* Activity
When you reach the records below, output each one exactly.

--- Data shown Enclosed Below ---

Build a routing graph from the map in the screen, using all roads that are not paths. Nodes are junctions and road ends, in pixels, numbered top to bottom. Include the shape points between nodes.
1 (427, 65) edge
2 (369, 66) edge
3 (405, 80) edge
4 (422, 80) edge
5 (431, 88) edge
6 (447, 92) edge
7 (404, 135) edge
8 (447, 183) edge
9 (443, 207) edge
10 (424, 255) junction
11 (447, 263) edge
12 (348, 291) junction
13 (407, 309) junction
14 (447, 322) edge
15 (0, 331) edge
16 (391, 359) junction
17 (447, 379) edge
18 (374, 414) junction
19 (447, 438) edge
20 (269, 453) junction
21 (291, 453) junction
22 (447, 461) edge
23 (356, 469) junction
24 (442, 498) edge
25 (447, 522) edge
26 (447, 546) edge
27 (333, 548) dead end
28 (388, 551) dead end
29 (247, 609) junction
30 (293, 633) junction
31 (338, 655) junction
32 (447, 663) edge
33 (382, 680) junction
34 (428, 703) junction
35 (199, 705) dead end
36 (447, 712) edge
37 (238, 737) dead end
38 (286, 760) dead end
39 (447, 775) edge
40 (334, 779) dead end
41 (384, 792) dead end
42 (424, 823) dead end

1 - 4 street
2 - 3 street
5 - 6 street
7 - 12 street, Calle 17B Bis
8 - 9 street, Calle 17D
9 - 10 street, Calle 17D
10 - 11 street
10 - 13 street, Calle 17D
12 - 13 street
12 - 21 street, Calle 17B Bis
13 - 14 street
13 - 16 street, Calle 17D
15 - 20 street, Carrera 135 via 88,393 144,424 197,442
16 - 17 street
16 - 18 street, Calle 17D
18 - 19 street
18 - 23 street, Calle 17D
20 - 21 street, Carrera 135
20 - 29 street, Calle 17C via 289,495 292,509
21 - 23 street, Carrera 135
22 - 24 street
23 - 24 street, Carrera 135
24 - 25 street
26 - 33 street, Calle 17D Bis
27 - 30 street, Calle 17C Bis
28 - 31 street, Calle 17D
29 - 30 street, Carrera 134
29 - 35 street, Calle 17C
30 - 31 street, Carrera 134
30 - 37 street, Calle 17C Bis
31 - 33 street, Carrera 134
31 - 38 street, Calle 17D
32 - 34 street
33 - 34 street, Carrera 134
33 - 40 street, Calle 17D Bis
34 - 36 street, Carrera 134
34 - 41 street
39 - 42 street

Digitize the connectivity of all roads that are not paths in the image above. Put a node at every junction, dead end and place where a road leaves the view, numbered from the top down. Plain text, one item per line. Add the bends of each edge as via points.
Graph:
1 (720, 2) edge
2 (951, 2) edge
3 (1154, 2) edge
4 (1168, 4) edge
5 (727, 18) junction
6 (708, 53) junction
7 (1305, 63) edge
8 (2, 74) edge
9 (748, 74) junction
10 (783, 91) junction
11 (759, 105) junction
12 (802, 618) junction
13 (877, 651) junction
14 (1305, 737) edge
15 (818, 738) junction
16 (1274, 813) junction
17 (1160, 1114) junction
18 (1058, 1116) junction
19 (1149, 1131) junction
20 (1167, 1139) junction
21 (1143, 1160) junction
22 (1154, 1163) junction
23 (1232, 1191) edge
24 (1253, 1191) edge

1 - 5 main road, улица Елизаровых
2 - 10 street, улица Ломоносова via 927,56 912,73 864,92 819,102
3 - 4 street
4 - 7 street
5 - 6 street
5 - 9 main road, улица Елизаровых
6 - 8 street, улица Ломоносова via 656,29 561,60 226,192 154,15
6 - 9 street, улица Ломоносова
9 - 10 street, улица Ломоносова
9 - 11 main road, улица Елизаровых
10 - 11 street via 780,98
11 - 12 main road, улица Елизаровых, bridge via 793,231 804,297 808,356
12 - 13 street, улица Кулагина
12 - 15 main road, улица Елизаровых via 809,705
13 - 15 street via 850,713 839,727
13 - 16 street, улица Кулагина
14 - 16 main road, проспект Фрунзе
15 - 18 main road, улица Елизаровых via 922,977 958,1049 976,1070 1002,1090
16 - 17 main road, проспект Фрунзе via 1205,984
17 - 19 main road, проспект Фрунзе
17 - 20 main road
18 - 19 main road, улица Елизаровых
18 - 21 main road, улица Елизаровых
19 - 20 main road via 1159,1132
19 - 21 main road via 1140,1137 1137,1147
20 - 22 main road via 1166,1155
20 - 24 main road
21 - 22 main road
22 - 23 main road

--- End of Enclosed Data shown ---

* Reply to the exercise
Build a routing graph from the map in the screen, using all roads that are not paths. Nodes are junctions and road ends, in pixels, numbered top to bottom. Include the shape points between nodes.
1 (427, 65) edge
2 (369, 66) edge
3 (405, 80) edge
4 (422, 80) edge
5 (431, 88) edge
6 (447, 92) edge
7 (404, 135) edge
8 (447, 183) edge
9 (443, 207) edge
10 (424, 255) junction
11 (447, 263) edge
12 (348, 291) junction
13 (407, 309) junction
14 (447, 322) edge
15 (0, 331) edge
16 (391, 359) junction
17 (447, 379) edge
18 (374, 414) junction
19 (447, 438) edge
20 (269, 453) junction
21 (291, 453) junction
22 (447, 461) edge
23 (356, 469) junction
24 (442, 498) edge
25 (447, 522) edge
26 (447, 546) edge
27 (333, 548) dead end
28 (388, 551) dead end
29 (247, 609) junction
30 (293, 633) junction
31 (338, 655) junction
32 (447, 663) edge
33 (382, 680) junction
34 (428, 703) junction
35 (199, 705) dead end
36 (447, 712) edge
37 (238, 737) dead end
38 (286, 760) dead end
39 (447, 775) edge
40 (334, 779) dead end
41 (384, 792) dead end
42 (424, 823) dead end

1 - 4 street
2 - 3 street
5 - 6 street
7 - 12 street, Calle 17B Bis
8 - 9 street, Calle 17D
9 - 10 street, Calle 17D
10 - 11 street
10 - 13 street, Calle 17D
12 - 13 street
12 - 21 street, Calle 17B Bis
13 - 14 street
13 - 16 street, Calle 17D
15 - 20 street, Carrera 135 via 88,393 144,424 197,442
16 - 17 street
16 - 18 street, Calle 17D
18 - 19 street
18 - 23 street, Calle 17D
20 - 21 street, Carrera 135
20 - 29 street, Calle 17C via 289,495 292,509
21 - 23 street, Carrera 135
22 - 24 street
23 - 24 street, Carrera 135
24 - 25 street
26 - 33 street, Calle 17D Bis
27 - 30 street, Calle 17C Bis
28 - 31 street, Calle 17D
29 - 30 street, Carrera 134
29 - 35 street, Calle 17C
30 - 31 street, Carrera 134
30 - 37 street, Calle 17C Bis
31 - 33 street, Carrera 134
31 - 38 street, Calle 17D
32 - 34 street
33 - 34 street, Carrera 134
33 - 40 street, Calle 17D Bis
34 - 36 street, Carrera 134
34 - 41 street
39 - 42 street

Digitize the connectivity of all roads that are not paths in the image above. Put a node at every junction, dead end and place where a road leaves the view, numbered from the top down. Plain text, one item per line. Add the bends of each edge as via points.
Graph:
1 (720, 2) edge
2 (951, 2) edge
3 (1154, 2) edge
4 (1168, 4) edge
5 (727, 18) junction
6 (708, 53) junction
7 (1305, 63) edge
8 (2, 74) edge
9 (748, 74) junction
10 (783, 91) junction
11 (759, 105) junction
12 (802, 618) junction
13 (877, 651) junction
14 (1305, 737) edge
15 (818, 738) junction
16 (1274, 813) junction
17 (1160, 1114) junction
18 (1058, 1116) junction
19 (1149, 1131) junction
20 (1167, 1139) junction
21 (1143, 1160) junction
22 (1154, 1163) junction
23 (1232, 1191) edge
24 (1253, 1191) edge

1 - 5 main road, улица Елизаровых
2 - 10 street, улица Ломоносова via 927,56 912,73 864,92 819,102
3 - 4 street
4 - 7 street
5 - 6 street
5 - 9 main road, улица Елизаровых
6 - 8 street, улица Ломоносова via 656,29 561,60 226,192 154,15
6 - 9 street, улица Ломоносова
9 - 10 street, улица Ломоносова
9 - 11 main road, улица Елизаровых
10 - 11 street via 780,98
11 - 12 main road, улица Елизаровых, bridge via 793,231 804,297 808,356
12 - 13 street, улица Кулагина
12 - 15 main road, улица Елизаровых via 809,705
13 - 15 street via 850,713 839,727
13 - 16 street, улица Кулагина
14 - 16 main road, проспект Фрунзе
15 - 18 main road, улица Елизаровых via 922,977 958,1049 976,1070 1002,1090
16 - 17 main road, проспект Фрунзе via 1205,984
17 - 19 main road, проспект Фрунзе
17 - 20 main road
18 - 19 main road, улица Елизаровых
18 - 21 main road, улица Елизаровых
19 - 20 main road via 1159,1132
19 - 21 main road via 1140,1137 1137,1147
20 - 22 main road via 1166,1155
20 - 24 main road
21 - 22 main road
22 - 23 main road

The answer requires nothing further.